## Work to complete:
What is needed is an exact copy of every entry below, with the pictures left out.

*** Data shown Section Begins ***

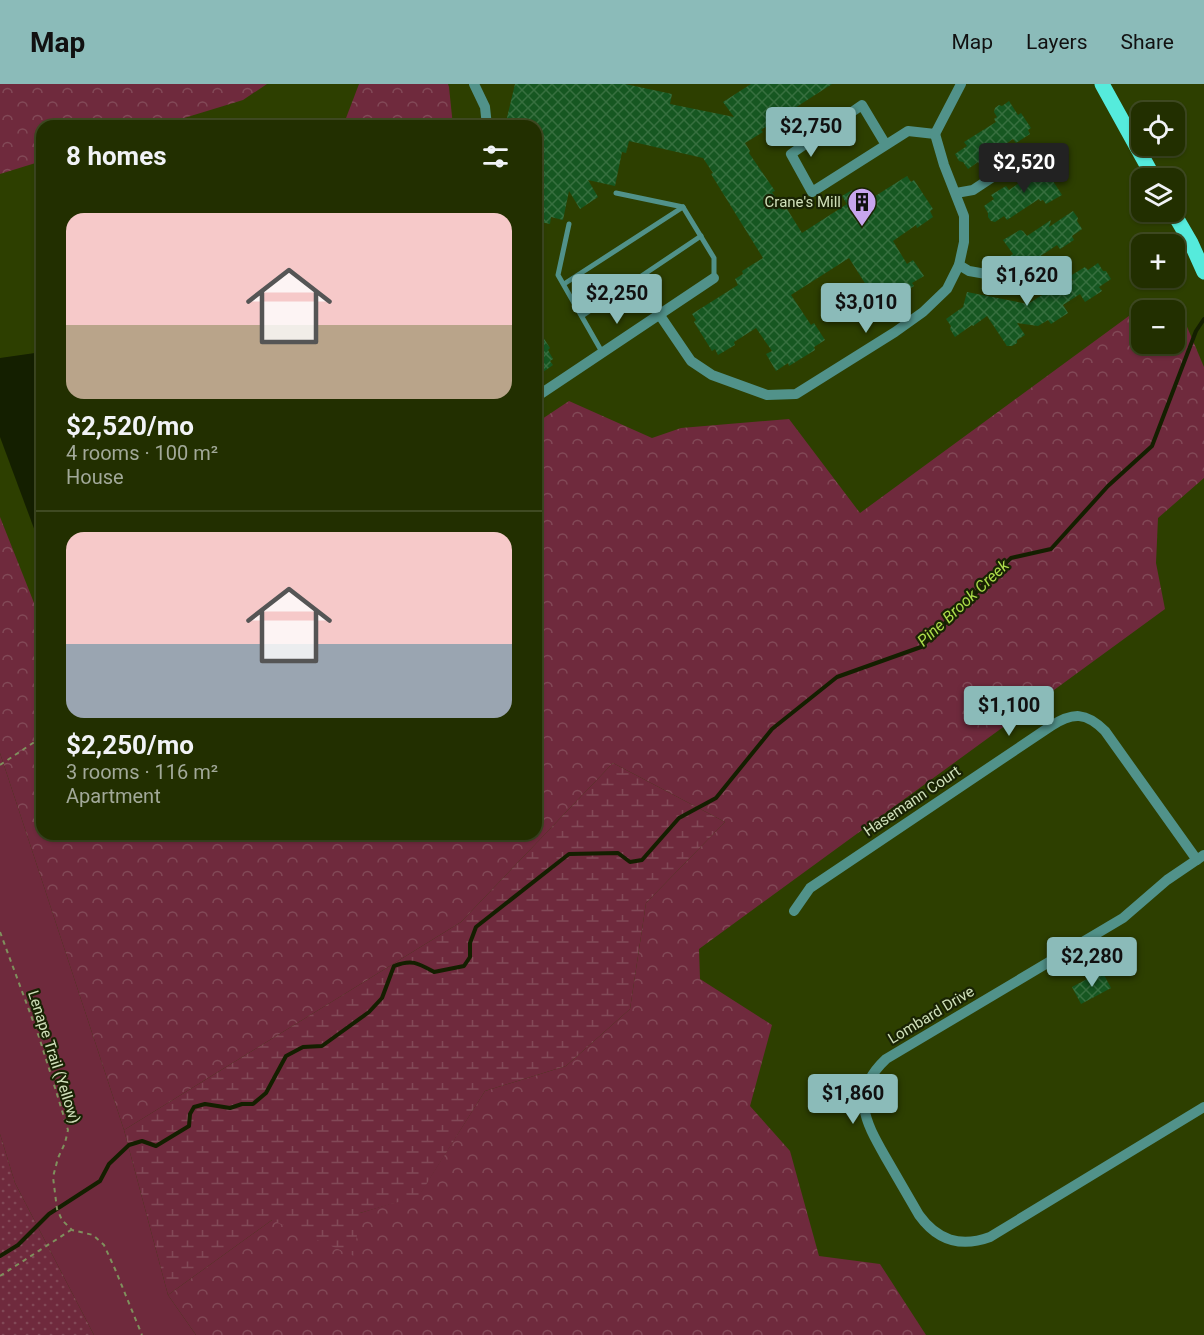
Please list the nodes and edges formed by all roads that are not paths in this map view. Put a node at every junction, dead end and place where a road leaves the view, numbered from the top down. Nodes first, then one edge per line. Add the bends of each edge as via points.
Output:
1 (474, 84) edge
2 (961, 84) edge
3 (1102, 84) edge
4 (487, 120) edge
5 (935, 134) junction
6 (886, 145) junction
7 (1023, 157) dead end
8 (1148, 168) edge
9 (616, 193) dead end
10 (956, 194) junction
11 (683, 207) junction
12 (1179, 222) edge
13 (569, 224) dead end
14 (701, 236) junction
15 (1066, 261) dead end
16 (959, 265) junction
17 (1204, 272) edge
18 (714, 278) joint
19 (564, 284) junction
20 (659, 314) junction
21 (582, 316) junction
22 (603, 352) junction
23 (542, 393) edge
24 (1200, 857) edge
25 (794, 911) dead end
26 (1204, 1107) edge

1 - 4 street via 486,107
2 - 5 street
3 - 8 main road
5 - 6 street via 908,131
5 - 10 street
6 - 6 street via 812,192 791,154 862,105
7 - 10 street via 973,190
9 - 11 lane
10 - 16 street via 964,216
11 - 14 lane
11 - 19 lane
12 - 17 main road
13 - 19 lane via 558,275
14 - 18 lane via 714,258
14 - 21 lane
15 - 16 street via 1035,280 1026,281 969,271
16 - 20 street via 947,289 923,312 795,394 767,395 712,375 690,361
18 - 20 street
19 - 21 lane
20 - 22 street
21 - 22 lane
22 - 23 street
24 - 25 street, Hasemann Court via 1105,730 1088,717 1071,716 810,888
24 - 26 street, Lombard Drive via 1123,918 886,1059 866,1088 864,1112 871,1132 926,1225 935,1233 968,1242 990,1237

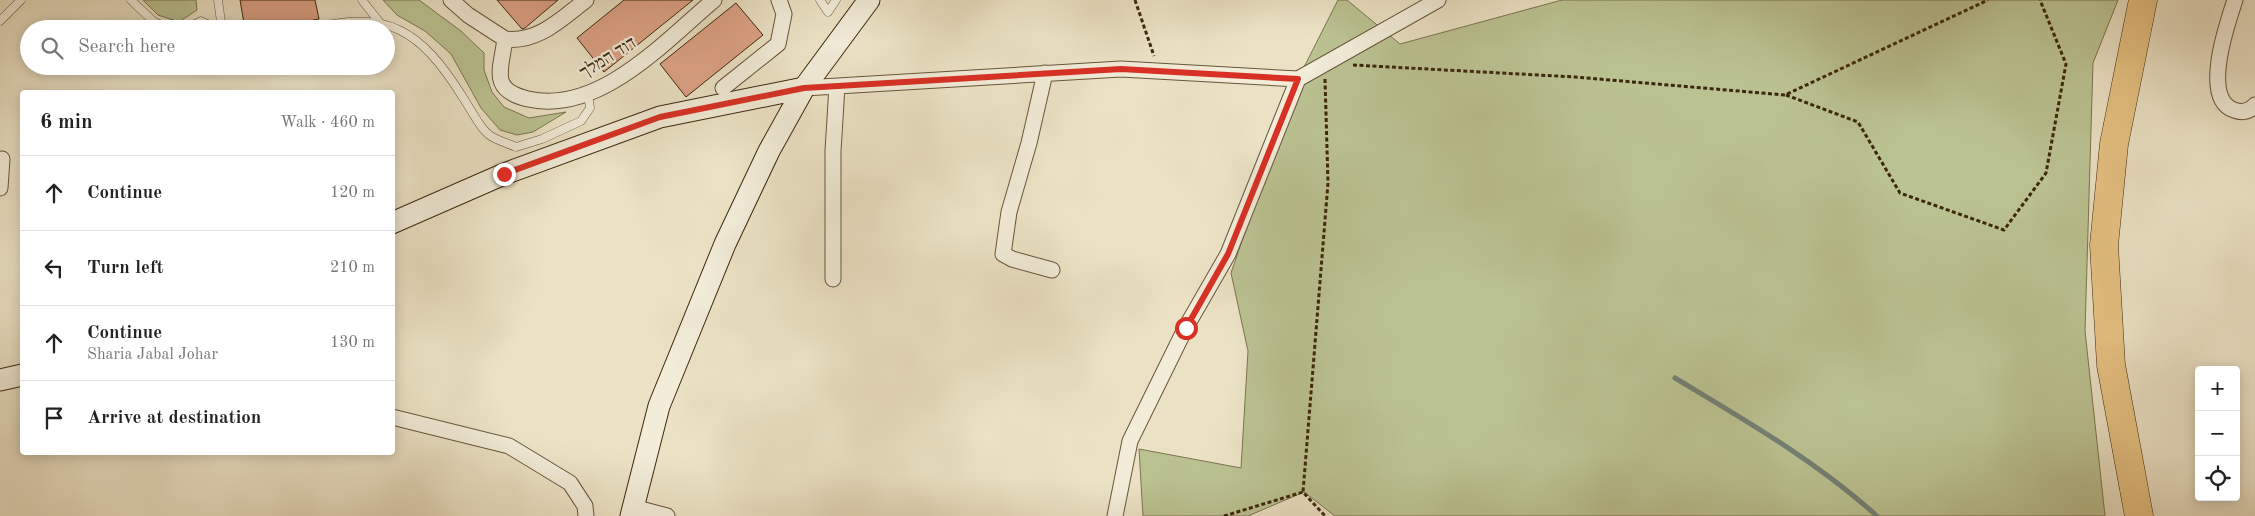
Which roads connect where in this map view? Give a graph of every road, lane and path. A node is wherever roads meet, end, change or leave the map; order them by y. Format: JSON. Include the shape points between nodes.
{"nodes":[{"id":1,"x":21,"y":0,"type":"edge"},
{"id":2,"x":131,"y":0,"type":"edge"},
{"id":3,"x":218,"y":0,"type":"edge"},
{"id":4,"x":362,"y":0,"type":"edge"},
{"id":5,"x":451,"y":0,"type":"edge"},
{"id":6,"x":586,"y":0,"type":"edge"},
{"id":7,"x":714,"y":0,"type":"edge"},
{"id":8,"x":779,"y":0,"type":"edge"},
{"id":9,"x":820,"y":0,"type":"edge"},
{"id":10,"x":836,"y":0,"type":"edge"},
{"id":11,"x":868,"y":0,"type":"edge"},
{"id":12,"x":1135,"y":0,"type":"edge"},
{"id":13,"x":1438,"y":0,"type":"edge"},
{"id":14,"x":1988,"y":0,"type":"edge"},
{"id":15,"x":2040,"y":0,"type":"edge"},
{"id":16,"x":2143,"y":0,"type":"edge"},
{"id":17,"x":2235,"y":0,"type":"edge"},
{"id":18,"x":152,"y":20,"type":"edge"},
{"id":19,"x":219,"y":20,"type":"edge"},
{"id":20,"x":378,"y":20,"type":"edge"},
{"id":21,"x":0,"y":21,"type":"edge"},
{"id":22,"x":395,"y":27,"type":"edge"},
{"id":23,"x":505,"y":39,"type":"junction"},
{"id":24,"x":1324,"y":64,"type":"junction"},
{"id":25,"x":1159,"y":71,"type":"junction"},
{"id":26,"x":1045,"y":73,"type":"junction"},
{"id":27,"x":1298,"y":79,"type":"junction"},
{"id":28,"x":836,"y":86,"type":"junction"},
{"id":29,"x":723,"y":88,"type":"dead end"},
{"id":30,"x":804,"y":88,"type":"junction"},
{"id":31,"x":588,"y":94,"type":"junction"},
{"id":32,"x":1785,"y":95,"type":"junction"},
{"id":33,"x":2255,"y":105,"type":"edge"},
{"id":34,"x":2,"y":159,"type":"dead end"},
{"id":35,"x":0,"y":188,"type":"edge"},
{"id":36,"x":395,"y":222,"type":"edge"},
{"id":37,"x":1052,"y":270,"type":"dead end"},
{"id":38,"x":834,"y":279,"type":"dead end"},
{"id":39,"x":20,"y":376,"type":"edge"},
{"id":40,"x":0,"y":380,"type":"edge"},
{"id":41,"x":395,"y":418,"type":"edge"},
{"id":42,"x":1303,"y":492,"type":"junction"},
{"id":43,"x":632,"y":512,"type":"edge"},
{"id":44,"x":586,"y":516,"type":"edge"},
{"id":45,"x":667,"y":516,"type":"edge"},
{"id":46,"x":1115,"y":516,"type":"edge"},
{"id":47,"x":1224,"y":516,"type":"edge"},
{"id":48,"x":1326,"y":516,"type":"edge"},
{"id":49,"x":2139,"y":516,"type":"edge"}],
"edges":[{"from":1,"to":21,"type":"lane"},
{"from":2,"to":18,"type":"lane"},
{"from":3,"to":19,"type":"lane"},
{"from":4,"to":20,"type":"lane"},
{"from":5,"to":23,"type":"street"},
{"from":6,"to":23,"type":"street","via":[[543,32],[516,41]]},
{"from":7,"to":31,"type":"street","name":"דוד המלך","via":[[640,62]]},
{"from":8,"to":29,"type":"street","via":[[784,14],[778,44]]},
{"from":9,"to":10,"type":"lane","via":[[828,12]]},
{"from":11,"to":30,"type":"street"},
{"from":12,"to":25,"type":"path"},
{"from":13,"to":24,"type":"street"},
{"from":14,"to":32,"type":"path"},
{"from":15,"to":32,"type":"path","via":[[2066,64],[2046,173],[2004,230],[1900,193],[1858,122]]},
{"from":16,"to":49,"type":"highway","via":[[2114,144],[2104,245],[2111,365]]},
{"from":17,"to":33,"type":"street","via":[[2219,59],[2217,83],[2220,98],[2227,107],[2246,112]]},
{"from":22,"to":31,"type":"lane","via":[[412,35],[445,69],[487,134],[516,146],[542,139],[581,121],[590,108]]},
{"from":23,"to":31,"type":"street","name":"דוד המלך","via":[[499,76],[510,94],[542,102]]},
{"from":24,"to":27,"type":"street"},
{"from":24,"to":32,"type":"path","via":[[1575,77]]},
{"from":24,"to":42,"type":"path","via":[[1328,183]]},
{"from":25,"to":26,"type":"street","via":[[1121,69]]},
{"from":25,"to":27,"type":"street"},
{"from":26,"to":28,"type":"street"},
{"from":26,"to":37,"type":"street","via":[[1009,212],[1003,254]]},
{"from":27,"to":46,"type":"street","via":[[1228,254],[1186,328],[1130,441]]},
{"from":28,"to":30,"type":"street"},
{"from":28,"to":38,"type":"street"},
{"from":30,"to":36,"type":"street","via":[[660,117],[504,174]]},
{"from":30,"to":43,"type":"street","via":[[769,151],[717,262],[659,406]]},
{"from":34,"to":35,"type":"street"},
{"from":39,"to":40,"type":"street"},
{"from":41,"to":44,"type":"street","via":[[509,446],[570,483],[585,506]]},
{"from":42,"to":47,"type":"path"},
{"from":42,"to":48,"type":"path"},
{"from":43,"to":45,"type":"street"}]}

*** Data shown Section Ends ***

## Exercise response:
Please list the nodes and edges formed by all roads that are not paths in this map view. Put a node at every junction, dead end and place where a road leaves the view, numbered from the top down. Nodes first, then one edge per line. Add the bends of each edge as via points.
Output:
1 (474, 84) edge
2 (961, 84) edge
3 (1102, 84) edge
4 (487, 120) edge
5 (935, 134) junction
6 (886, 145) junction
7 (1023, 157) dead end
8 (1148, 168) edge
9 (616, 193) dead end
10 (956, 194) junction
11 (683, 207) junction
12 (1179, 222) edge
13 (569, 224) dead end
14 (701, 236) junction
15 (1066, 261) dead end
16 (959, 265) junction
17 (1204, 272) edge
18 (714, 278) joint
19 (564, 284) junction
20 (659, 314) junction
21 (582, 316) junction
22 (603, 352) junction
23 (542, 393) edge
24 (1200, 857) edge
25 (794, 911) dead end
26 (1204, 1107) edge

1 - 4 street via 486,107
2 - 5 street
3 - 8 main road
5 - 6 street via 908,131
5 - 10 street
6 - 6 street via 812,192 791,154 862,105
7 - 10 street via 973,190
9 - 11 lane
10 - 16 street via 964,216
11 - 14 lane
11 - 19 lane
12 - 17 main road
13 - 19 lane via 558,275
14 - 18 lane via 714,258
14 - 21 lane
15 - 16 street via 1035,280 1026,281 969,271
16 - 20 street via 947,289 923,312 795,394 767,395 712,375 690,361
18 - 20 street
19 - 21 lane
20 - 22 street
21 - 22 lane
22 - 23 street
24 - 25 street, Hasemann Court via 1105,730 1088,717 1071,716 810,888
24 - 26 street, Lombard Drive via 1123,918 886,1059 866,1088 864,1112 871,1132 926,1225 935,1233 968,1242 990,1237

Which roads connect where in this map view? Give a graph of every road, lane and path. A node is wherever roads meet, end, change or leave the map; order them by y. Format: JSON. Include the shape points between nodes.
{"nodes":[{"id":1,"x":21,"y":0,"type":"edge"},
{"id":2,"x":131,"y":0,"type":"edge"},
{"id":3,"x":218,"y":0,"type":"edge"},
{"id":4,"x":362,"y":0,"type":"edge"},
{"id":5,"x":451,"y":0,"type":"edge"},
{"id":6,"x":586,"y":0,"type":"edge"},
{"id":7,"x":714,"y":0,"type":"edge"},
{"id":8,"x":779,"y":0,"type":"edge"},
{"id":9,"x":820,"y":0,"type":"edge"},
{"id":10,"x":836,"y":0,"type":"edge"},
{"id":11,"x":868,"y":0,"type":"edge"},
{"id":12,"x":1135,"y":0,"type":"edge"},
{"id":13,"x":1438,"y":0,"type":"edge"},
{"id":14,"x":1988,"y":0,"type":"edge"},
{"id":15,"x":2040,"y":0,"type":"edge"},
{"id":16,"x":2143,"y":0,"type":"edge"},
{"id":17,"x":2235,"y":0,"type":"edge"},
{"id":18,"x":152,"y":20,"type":"edge"},
{"id":19,"x":219,"y":20,"type":"edge"},
{"id":20,"x":378,"y":20,"type":"edge"},
{"id":21,"x":0,"y":21,"type":"edge"},
{"id":22,"x":395,"y":27,"type":"edge"},
{"id":23,"x":505,"y":39,"type":"junction"},
{"id":24,"x":1324,"y":64,"type":"junction"},
{"id":25,"x":1159,"y":71,"type":"junction"},
{"id":26,"x":1045,"y":73,"type":"junction"},
{"id":27,"x":1298,"y":79,"type":"junction"},
{"id":28,"x":836,"y":86,"type":"junction"},
{"id":29,"x":723,"y":88,"type":"dead end"},
{"id":30,"x":804,"y":88,"type":"junction"},
{"id":31,"x":588,"y":94,"type":"junction"},
{"id":32,"x":1785,"y":95,"type":"junction"},
{"id":33,"x":2255,"y":105,"type":"edge"},
{"id":34,"x":2,"y":159,"type":"dead end"},
{"id":35,"x":0,"y":188,"type":"edge"},
{"id":36,"x":395,"y":222,"type":"edge"},
{"id":37,"x":1052,"y":270,"type":"dead end"},
{"id":38,"x":834,"y":279,"type":"dead end"},
{"id":39,"x":20,"y":376,"type":"edge"},
{"id":40,"x":0,"y":380,"type":"edge"},
{"id":41,"x":395,"y":418,"type":"edge"},
{"id":42,"x":1303,"y":492,"type":"junction"},
{"id":43,"x":632,"y":512,"type":"edge"},
{"id":44,"x":586,"y":516,"type":"edge"},
{"id":45,"x":667,"y":516,"type":"edge"},
{"id":46,"x":1115,"y":516,"type":"edge"},
{"id":47,"x":1224,"y":516,"type":"edge"},
{"id":48,"x":1326,"y":516,"type":"edge"},
{"id":49,"x":2139,"y":516,"type":"edge"}],
"edges":[{"from":1,"to":21,"type":"lane"},
{"from":2,"to":18,"type":"lane"},
{"from":3,"to":19,"type":"lane"},
{"from":4,"to":20,"type":"lane"},
{"from":5,"to":23,"type":"street"},
{"from":6,"to":23,"type":"street","via":[[543,32],[516,41]]},
{"from":7,"to":31,"type":"street","name":"דוד המלך","via":[[640,62]]},
{"from":8,"to":29,"type":"street","via":[[784,14],[778,44]]},
{"from":9,"to":10,"type":"lane","via":[[828,12]]},
{"from":11,"to":30,"type":"street"},
{"from":12,"to":25,"type":"path"},
{"from":13,"to":24,"type":"street"},
{"from":14,"to":32,"type":"path"},
{"from":15,"to":32,"type":"path","via":[[2066,64],[2046,173],[2004,230],[1900,193],[1858,122]]},
{"from":16,"to":49,"type":"highway","via":[[2114,144],[2104,245],[2111,365]]},
{"from":17,"to":33,"type":"street","via":[[2219,59],[2217,83],[2220,98],[2227,107],[2246,112]]},
{"from":22,"to":31,"type":"lane","via":[[412,35],[445,69],[487,134],[516,146],[542,139],[581,121],[590,108]]},
{"from":23,"to":31,"type":"street","name":"דוד המלך","via":[[499,76],[510,94],[542,102]]},
{"from":24,"to":27,"type":"street"},
{"from":24,"to":32,"type":"path","via":[[1575,77]]},
{"from":24,"to":42,"type":"path","via":[[1328,183]]},
{"from":25,"to":26,"type":"street","via":[[1121,69]]},
{"from":25,"to":27,"type":"street"},
{"from":26,"to":28,"type":"street"},
{"from":26,"to":37,"type":"street","via":[[1009,212],[1003,254]]},
{"from":27,"to":46,"type":"street","via":[[1228,254],[1186,328],[1130,441]]},
{"from":28,"to":30,"type":"street"},
{"from":28,"to":38,"type":"street"},
{"from":30,"to":36,"type":"street","via":[[660,117],[504,174]]},
{"from":30,"to":43,"type":"street","via":[[769,151],[717,262],[659,406]]},
{"from":34,"to":35,"type":"street"},
{"from":39,"to":40,"type":"street"},
{"from":41,"to":44,"type":"street","via":[[509,446],[570,483],[585,506]]},
{"from":42,"to":47,"type":"path"},
{"from":42,"to":48,"type":"path"},
{"from":43,"to":45,"type":"street"}]}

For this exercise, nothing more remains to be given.